The take home exams in this class are where you will do most of the learning. They can take far more than a weekend to write, so you will want to plan ahead. I have included some example exam questions online so you can see what you are in for. Here are some tips for how to approach the exams.

How we grade the exams

We couldn't do take home essay exams in a class of 45 students if I didn't get some help in grading. Graders for this class are usually senior psychology students, and are selected from among the best students in the major. These folks sometimes know more about a particular theorist than I do. Thus the student assistants for this class are among the "best and brightest" of the major.

When all the exams are turned in, we divide the papers up among the three graders (the two assistants and I). We do this for two reasons. So that the professor gets to read your paper at least once (and likely twice) during the term, and so that if there are any differences in the graders they even out over all your papers.

We then take about 2 hours to make our outline of what we think a good answer is. First we sit down together and read about 3 papers each (for a total of nine). This, plus our conversations with folks in the class, gives us a good idea of what people in the class think a good answer is. Then we put together an outline answer and assign points to each of the items in the outline. We then look over all the different outlines (e.g. if there is more than one question) to make sure there are a reasonable number of points for each item.

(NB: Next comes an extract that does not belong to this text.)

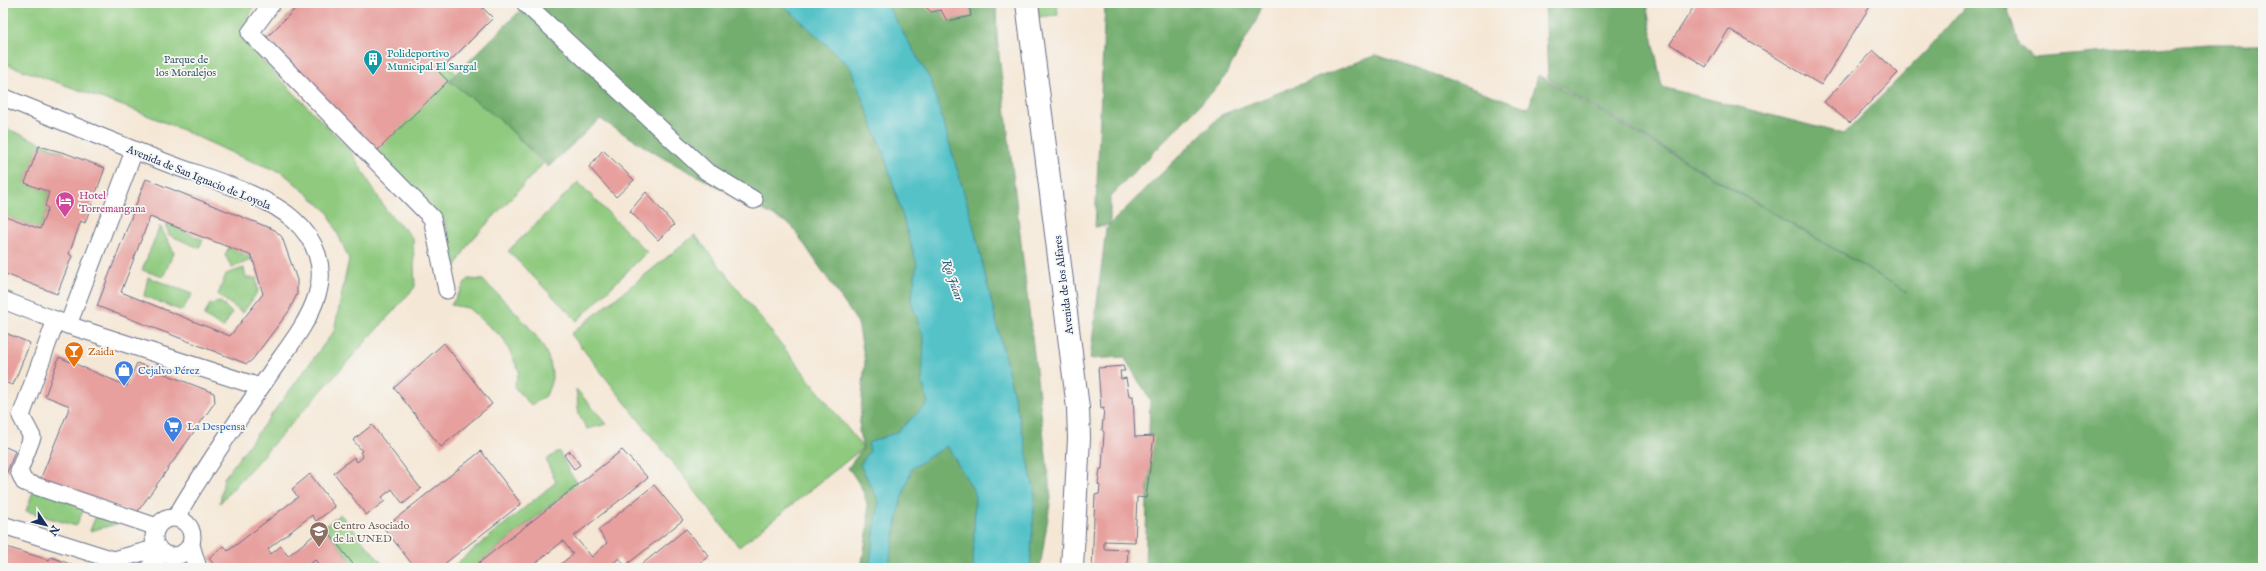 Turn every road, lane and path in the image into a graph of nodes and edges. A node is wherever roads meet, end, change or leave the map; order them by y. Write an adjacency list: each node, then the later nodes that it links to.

Finally, we each go grade our exams. Usually we each read all our exams once, making comments as we go and assigning points. We then re-read each exam counting up the points. The re-reading is designed to help us stay consistent in our grading over the many papers we look at. If a student grader has any questions about a particular paper we resolve those at a final meeting. When we are finished with the grading, we then make a plot of each grader's grades, again to check for inconsistencies in grading between graders. Finally, we put the marked exams in students boxes and pass out in class the grading outline we worked from.

Now comes your turn to grade your own paper. Take the grading outline and grade your paper, looking for where you would assign points. If you think we missed something, please let me know, I will be glad to look at your paper again (but I do reserve the right to move your grade either up or down, depending on what we find). Sometimes your brilliant essay won't match what we were looking for in the grading outline. If you are convinced your essay was a good answer, I'll be happy to talk with you about it. This is what is good about essay exams. We can regrade your exam based on the criteria you and I agree are important.